Am 6. Mai 1988 überreichten die Eltern ihren neuerlichen Antrag auf Aufhebung der Erziehungshilfe und führten aus, sie hätten nun alle Voraussetzungen für eine geordnete Unterbringung und Betreuung ihrer vier Kinder geschaffen.

Das Erstgericht wies auch diesen Antrag ab. Es stellte auf Grund der umfassenden, auch die persönliche Befragung der Kinder und die Erhebung der Wohnverhältnisse einschließenden Ermittlungen im wesentlichen fest, daß die Kinder in der neuen Umgebung gut betreut werden und wesentliche Fortschritte in der Behebung der Verwahrlosung erzielt wurden. Anita besuchte im Schuljahr 1987/1988 die vierte Klasse der Sonderschule, Claudia die dritte Klasse der Sonderschule und Sandra die Vorschulklasse. Das älteste Kind Gabriele besuchte mit Erfolg die zweite Hauptschulklasse. Die Eltern haben sich kurz nach der Unterbringung der Kinder in fremder Pflege versöhnt, sie sprechen nicht mehr dem Alkohol zu und sind berufstätig. Die Mutter hat ihre Beziehungen zu dem anderen Mann beendet. Die Eltern haben in ihrem Haus im Dachgeschoß zwei Räume für die Kinder ausgebaut, die Arbeiten im Erdgeschoß sind noch nicht abgeschlossen, das Haus macht einen desolaten Eindruck, weil der Außenputz fehlt.

Die Eltern versuchen, auf die Kinder Einfluß zu nehmen und sie dazu zu bewegen, in die elterliche Pflege zurückkehren zu wollen, doch ziehen die drei älteren Kinder den Verbleib in den geordneten Verhältnissen im Kinderdorf vor; nur das jüngste Kind Sandra möchte zum Vater zurück.
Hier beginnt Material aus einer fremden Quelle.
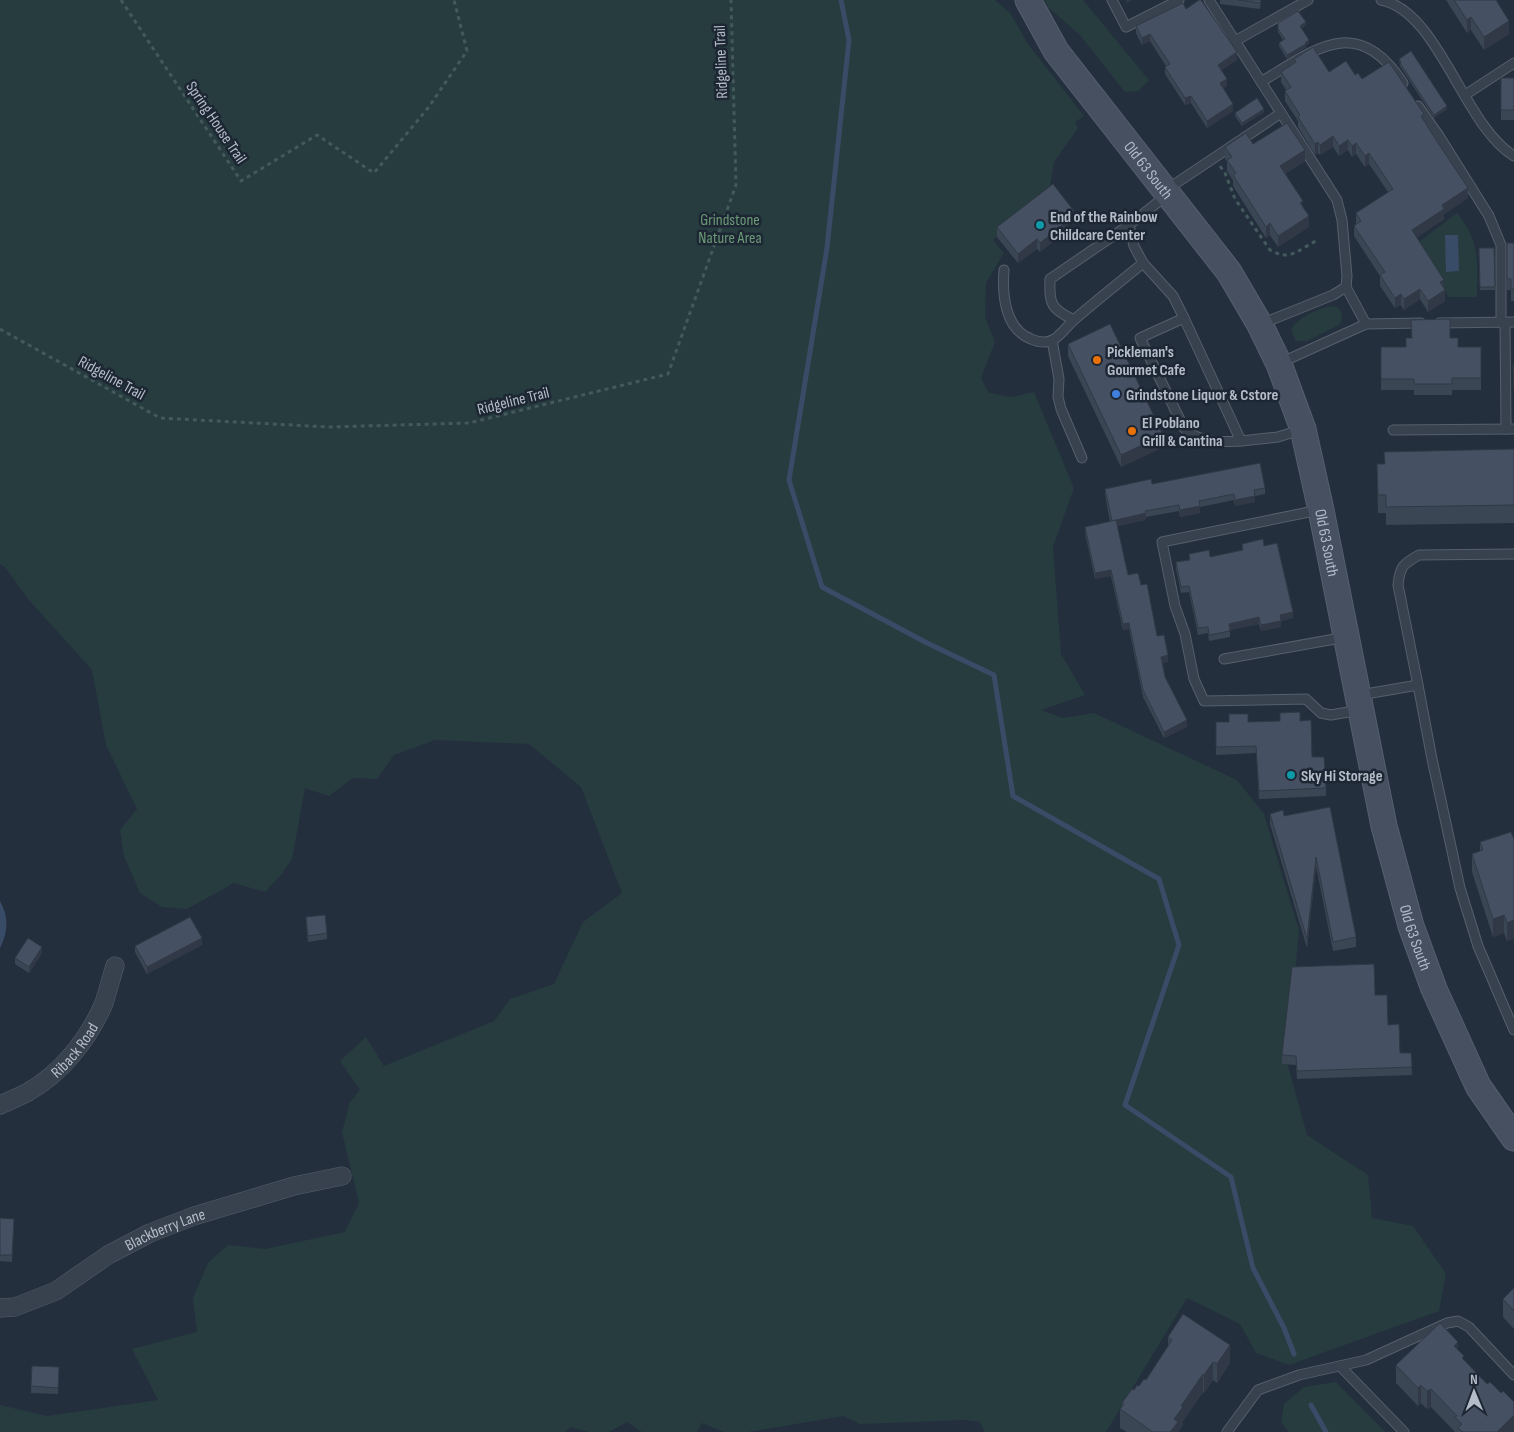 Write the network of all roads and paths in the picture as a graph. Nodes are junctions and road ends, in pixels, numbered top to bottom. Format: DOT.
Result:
graph roads {
  1 [pos="121,0"];
  2 [pos="454,0"];
  3 [pos="731,0"];
  4 [pos="1028,0"];
  5 [pos="1112,0"];
  6 [pos="1179,0"];
  7 [pos="1209,0"];
  8 [pos="1308,0"];
  9 [pos="1381,0"];
  10 [pos="1235,41"];
  11 [pos="1514,63"];
  12 [pos="1262,82"];
  13 [pos="1465,95"];
  14 [pos="1281,113"];
  15 [pos="1514,156"];
  16 [pos="1213,158"];
  17 [pos="1167,192"];
  18 [pos="1129,225"];
  19 [pos="1319,240"];
  20 [pos="1143,263"];
  21 [pos="1004,270"];
  22 [pos="1346,287"];
  23 [pos="1184,318"];
  24 [pos="1074,320"];
  25 [pos="1507,323"];
  26 [pos="1366,324"];
  27 [pos="1260,325"];
  28 [pos="0,329"];
  29 [pos="1052,340"];
  30 [pos="1279,364"];
  31 [pos="1303,429"];
  32 [pos="1510,429"];
  33 [pos="1393,430"];
  34 [pos="1241,441"];
  35 [pos="1082,458"];
  36 [pos="1321,510"];
  37 [pos="1514,554"];
  38 [pos="1346,637"];
  39 [pos="1224,659"];
  40 [pos="1418,684"];
  41 [pos="1359,703"];
  42 [pos="115,966"];
  43 [pos="1514,1030"];
  44 [pos="0,1105"];
  45 [pos="1514,1138"];
  46 [pos="342,1176"];
  47 [pos="0,1308"];
  48 [pos="1340,1366"];
  49 [pos="1514,1375"];
  50 [pos="1227,1432"];
  51 [pos="1404,1432"];
  1 -- 2 [label="path, Spring House Trail"];
  3 -- 28 [label="path, Ridgeline Trail"];
  4 -- 17 [label="main road, Old 63 South"];
  5 -- 6 [label="lane"];
  7 -- 10 [label="lane"];
  8 -- 10 [label="lane"];
  9 -- 13 [label="lane"];
  10 -- 12 [label="lane"];
  11 -- 13 [label="lane"];
  12 -- 14 [label="lane"];
  12 -- 25 [label="lane"];
  13 -- 15 [label="lane"];
  14 -- 16 [label="lane"];
  14 -- 22 [label="lane"];
  16 -- 17 [label="lane"];
  16 -- 19 [label="path"];
  17 -- 18 [label="lane"];
  17 -- 27 [label="main road, Old 63 South"];
  18 -- 20 [label="lane"];
  18 -- 24 [label="lane"];
  20 -- 23 [label="lane"];
  20 -- 24 [label="lane"];
  21 -- 29 [label="lane"];
  22 -- 26 [label="lane"];
  22 -- 27 [label="lane"];
  23 -- 34 [label="lane"];
  23 -- 34 [label="lane"];
  24 -- 29 [label="lane"];
  25 -- 26 [label="lane"];
  25 -- 32 [label="lane"];
  26 -- 30 [label="lane"];
  27 -- 30 [label="main road, Old 63 South"];
  29 -- 35 [label="lane"];
  30 -- 31 [label="main road, Old 63 South"];
  31 -- 34 [label="lane"];
  31 -- 36 [label="main road, Old 63 South"];
  32 -- 33 [label="lane"];
  36 -- 38 [label="main road, Old 63 South"];
  36 -- 41 [label="lane"];
  37 -- 40 [label="lane"];
  38 -- 39 [label="lane"];
  38 -- 41 [label="main road, Old 63 South"];
  40 -- 41 [label="lane"];
  40 -- 43 [label="lane"];
  41 -- 45 [label="main road, Old 63 South"];
  42 -- 44 [label="street, Riback Road"];
  46 -- 47 [label="street, Blackberry Lane"];
  48 -- 49 [label="lane"];
  48 -- 50 [label="lane"];
  48 -- 51 [label="lane"];
}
Auf Grund dieser Feststellungen war das Erstgericht der Ansicht, daß der Zweck der Erziehungshilfe durch Rückführung zu den Eltern nicht erreicht werden könne, weil bei Anerkennung der Bemühungen der Eltern, ihre persönlichen Verhältnisse zu bessern und ihr Haus für die Aufnahme der Kinder vorzubereiten, doch ungewiß bleibe, ob die Eltern in der Lage seien, den Kindern die benötigte dauerhafte Obsorge zu bieten. Eine Trennung der Schwestern sei abzulehnen. Das Wohl der Kinder erfordere, daß sie in der Umgebung bleiben, in der sie mit Sicherheit eine gedeihliche Entwicklung erleben können.

Rechtliche Beurteilung

Das Rekursgericht gab dem Rekurs der Eltern nicht Folge. Es komme allein auf das Wohl der Kinder an. Die Eltern seien anerkennenswert bemüht, ihre Wohnung zu verbessern und die früheren Unzukömmlichkeiten zu vermeiden, könnten aber keine Gewähr für eine ordnungsgemäße Pflege und Erziehung der Kinder bieten. Eine Rückführung sei gegenwärtig nicht zu verantworten, weil die Verwahrlosungserscheinungen noch nicht voll behoben seien und im Familienverband ein neuerliches Abgleiten zu besorgen sei. Es fehle daher an der Voraussetzung zur Aufhebung der Erziehungshilfe. Gegen den bestätigenden Beschluß des Rekursgerichtes wendet sich der Revisionsrekurs der Eltern, die auf Aufhebung der Erziehungshilfe dringen. Sie erkennen richtig, daß nach § 16 Abs 1 AußStrG eine Anfechtung des rekursgerichtlichen Beschlusses nur aus den Gründen der offenbaren Gesetz- oder Aktenwidrigkeit oder einer unterlaufenen Nichtigkeit stattfindet. Diese Rechtsmittelgründe liegen aber entgegen ihren Ausführungen im Rechtsmittel nicht vor.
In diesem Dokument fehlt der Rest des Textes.